**What is needed:**
From the listing below, extract each line containing the string "true".

**Supplied records:**
-- Opening Marker --

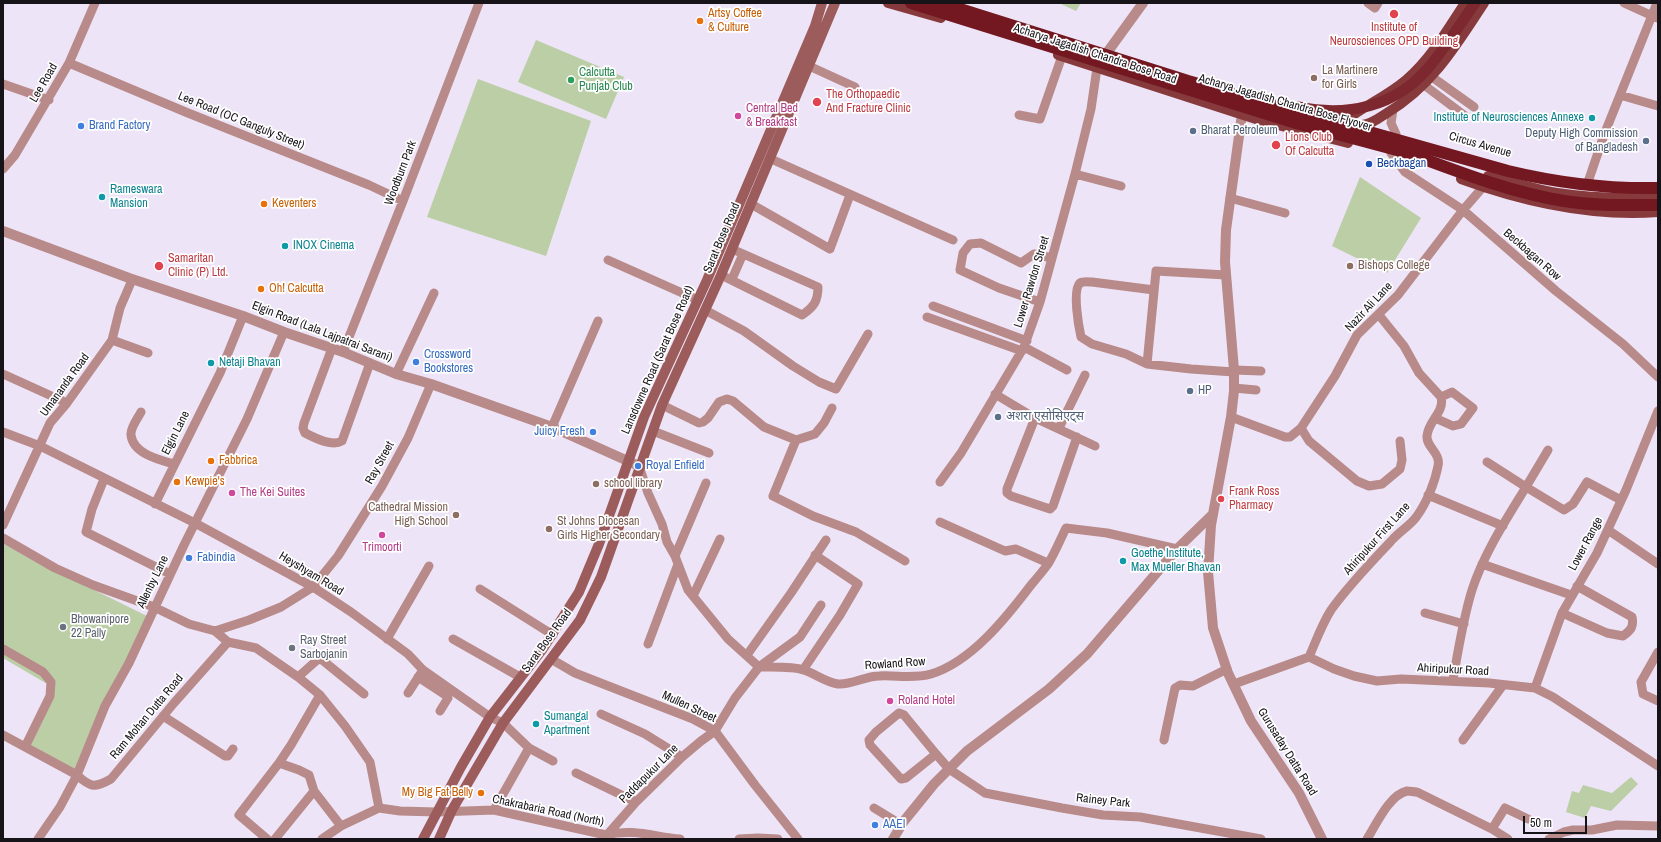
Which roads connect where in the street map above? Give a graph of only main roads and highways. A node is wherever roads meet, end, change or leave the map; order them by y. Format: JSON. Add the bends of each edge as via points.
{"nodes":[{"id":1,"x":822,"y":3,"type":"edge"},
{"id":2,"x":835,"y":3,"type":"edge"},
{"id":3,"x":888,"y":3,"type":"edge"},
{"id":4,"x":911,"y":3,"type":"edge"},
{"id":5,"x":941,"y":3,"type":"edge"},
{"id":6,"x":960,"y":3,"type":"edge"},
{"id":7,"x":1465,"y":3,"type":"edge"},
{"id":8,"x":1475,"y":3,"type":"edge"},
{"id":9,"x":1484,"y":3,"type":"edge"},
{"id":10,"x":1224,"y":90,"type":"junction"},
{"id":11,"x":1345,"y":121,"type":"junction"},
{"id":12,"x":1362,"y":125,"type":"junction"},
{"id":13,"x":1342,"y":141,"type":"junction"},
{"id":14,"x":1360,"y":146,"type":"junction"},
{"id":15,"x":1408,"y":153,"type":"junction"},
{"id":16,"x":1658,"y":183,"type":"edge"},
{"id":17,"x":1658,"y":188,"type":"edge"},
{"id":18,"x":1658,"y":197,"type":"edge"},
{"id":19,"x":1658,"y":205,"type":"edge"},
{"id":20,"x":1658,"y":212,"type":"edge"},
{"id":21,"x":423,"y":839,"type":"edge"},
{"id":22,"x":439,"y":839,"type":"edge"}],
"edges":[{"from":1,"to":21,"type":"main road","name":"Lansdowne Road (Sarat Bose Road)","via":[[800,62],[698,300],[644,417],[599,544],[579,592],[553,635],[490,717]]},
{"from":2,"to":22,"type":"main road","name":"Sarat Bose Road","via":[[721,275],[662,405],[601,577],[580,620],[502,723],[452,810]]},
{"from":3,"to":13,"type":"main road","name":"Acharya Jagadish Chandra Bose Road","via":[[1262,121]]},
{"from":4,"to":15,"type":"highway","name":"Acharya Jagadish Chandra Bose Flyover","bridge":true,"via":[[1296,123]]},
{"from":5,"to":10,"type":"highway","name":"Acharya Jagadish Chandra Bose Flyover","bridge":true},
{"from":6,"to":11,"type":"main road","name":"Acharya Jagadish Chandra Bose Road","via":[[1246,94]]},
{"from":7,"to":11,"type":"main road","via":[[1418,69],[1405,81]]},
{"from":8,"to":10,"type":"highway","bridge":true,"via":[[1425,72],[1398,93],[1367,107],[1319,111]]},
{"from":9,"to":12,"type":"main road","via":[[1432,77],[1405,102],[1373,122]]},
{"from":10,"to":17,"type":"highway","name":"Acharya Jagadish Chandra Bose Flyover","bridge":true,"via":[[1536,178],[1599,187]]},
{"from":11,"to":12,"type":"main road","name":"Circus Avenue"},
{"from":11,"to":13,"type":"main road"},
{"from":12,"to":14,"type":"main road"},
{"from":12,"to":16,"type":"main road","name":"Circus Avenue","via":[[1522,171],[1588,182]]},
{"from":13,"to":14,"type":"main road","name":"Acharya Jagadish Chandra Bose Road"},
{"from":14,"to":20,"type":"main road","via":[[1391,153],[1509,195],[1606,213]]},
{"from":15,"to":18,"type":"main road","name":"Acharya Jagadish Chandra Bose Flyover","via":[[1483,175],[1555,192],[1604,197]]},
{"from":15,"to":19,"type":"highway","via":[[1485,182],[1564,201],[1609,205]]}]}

-- Closing Marker --

**Result of the exercise:**
{"from":4,"to":15,"type":"highway","name":"Acharya Jagadish Chandra Bose Flyover","bridge":true,"via":[[1296,123]]},
{"from":5,"to":10,"type":"highway","name":"Acharya Jagadish Chandra Bose Flyover","bridge":true},
{"from":8,"to":10,"type":"highway","bridge":true,"via":[[1425,72],[1398,93],[1367,107],[1319,111]]},
{"from":10,"to":17,"type":"highway","name":"Acharya Jagadish Chandra Bose Flyover","bridge":true,"via":[[1536,178],[1599,187]]},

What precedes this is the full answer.